■ What to do ■
Practice item. Set the material below down again exactly, with no pictures.

=== Section Start ===

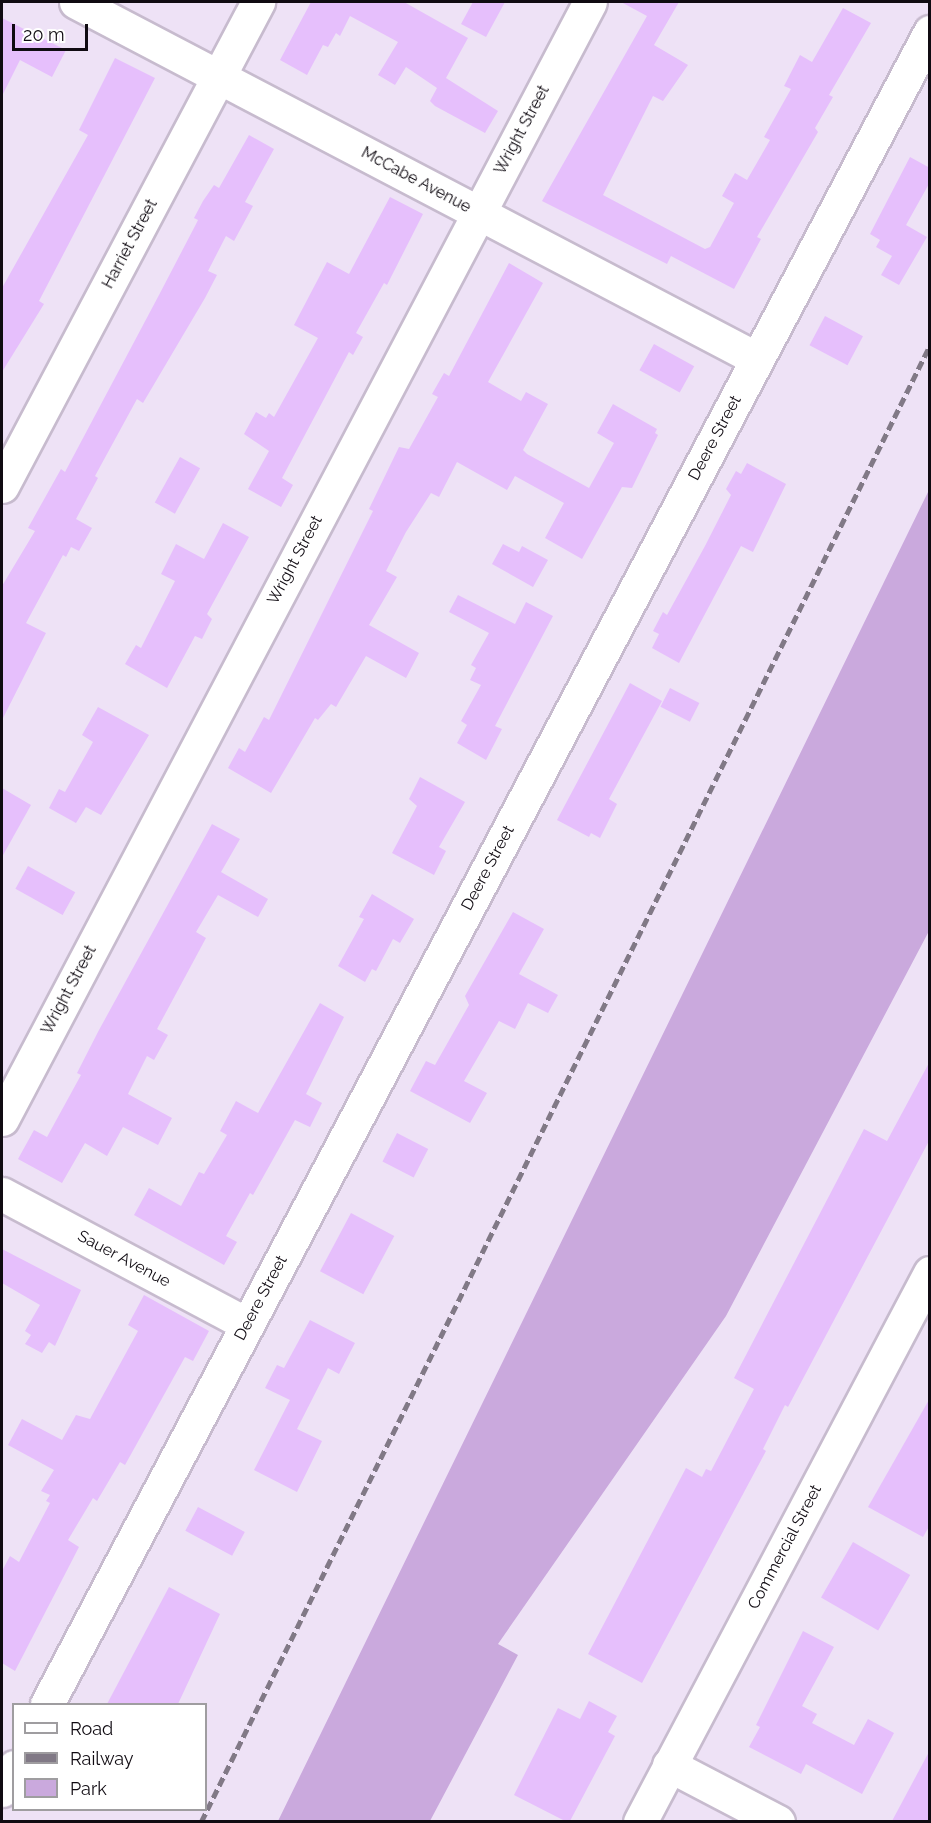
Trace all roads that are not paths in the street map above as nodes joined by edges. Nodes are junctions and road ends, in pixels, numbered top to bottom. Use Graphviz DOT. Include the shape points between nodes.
graph roads {
  1 [pos="75,2"];
  2 [pos="258,2"];
  3 [pos="590,2"];
  4 [pos="930,32"];
  5 [pos="218,76"];
  6 [pos="478,213"];
  7 [pos="757,359"];
  8 [pos="2,486"];
  9 [pos="2,1119"];
  10 [pos="2,1194"];
  11 [pos="930,1273"];
  12 [pos="247,1324"];
  13 [pos="47,1703"];
  14 [pos="669,1765"];
  15 [pos="12,1771"];
  16 [pos="2,1790"];
  17 [pos="640,1821"];
  18 [pos="778,1821"];
  1 -- 5 [label="street, McCabe Avenue"];
  2 -- 5 [label="street, Harriet Street"];
  3 -- 6 [label="street, Wright Street"];
  4 -- 7 [label="street, Deere Street"];
  5 -- 6 [label="street, McCabe Avenue"];
  5 -- 8 [label="street, Harriet Street"];
  6 -- 7 [label="street, McCabe Avenue"];
  6 -- 9 [label="street, Wright Street"];
  7 -- 12 [label="street, Deere Street"];
  10 -- 12 [label="street, Sauer Avenue"];
  11 -- 14 [label="street, Commercial Street"];
  12 -- 13 [label="street, Deere Street"];
  14 -- 17 [label="street, Commercial Street"];
  14 -- 18 [label="street"];
  15 -- 16 [label="street"];
}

=== Section End ===

■ Exercise response ■
Trace all roads that are not paths in the street map above as nodes joined by edges. Nodes are junctions and road ends, in pixels, numbered top to bottom. Use Graphviz DOT. Include the shape points between nodes.
graph roads {
  1 [pos="75,2"];
  2 [pos="258,2"];
  3 [pos="590,2"];
  4 [pos="930,32"];
  5 [pos="218,76"];
  6 [pos="478,213"];
  7 [pos="757,359"];
  8 [pos="2,486"];
  9 [pos="2,1119"];
  10 [pos="2,1194"];
  11 [pos="930,1273"];
  12 [pos="247,1324"];
  13 [pos="47,1703"];
  14 [pos="669,1765"];
  15 [pos="12,1771"];
  16 [pos="2,1790"];
  17 [pos="640,1821"];
  18 [pos="778,1821"];
  1 -- 5 [label="street, McCabe Avenue"];
  2 -- 5 [label="street, Harriet Street"];
  3 -- 6 [label="street, Wright Street"];
  4 -- 7 [label="street, Deere Street"];
  5 -- 6 [label="street, McCabe Avenue"];
  5 -- 8 [label="street, Harriet Street"];
  6 -- 7 [label="street, McCabe Avenue"];
  6 -- 9 [label="street, Wright Street"];
  7 -- 12 [label="street, Deere Street"];
  10 -- 12 [label="street, Sauer Avenue"];
  11 -- 14 [label="street, Commercial Street"];
  12 -- 13 [label="street, Deere Street"];
  14 -- 17 [label="street, Commercial Street"];
  14 -- 18 [label="street"];
  15 -- 16 [label="street"];
}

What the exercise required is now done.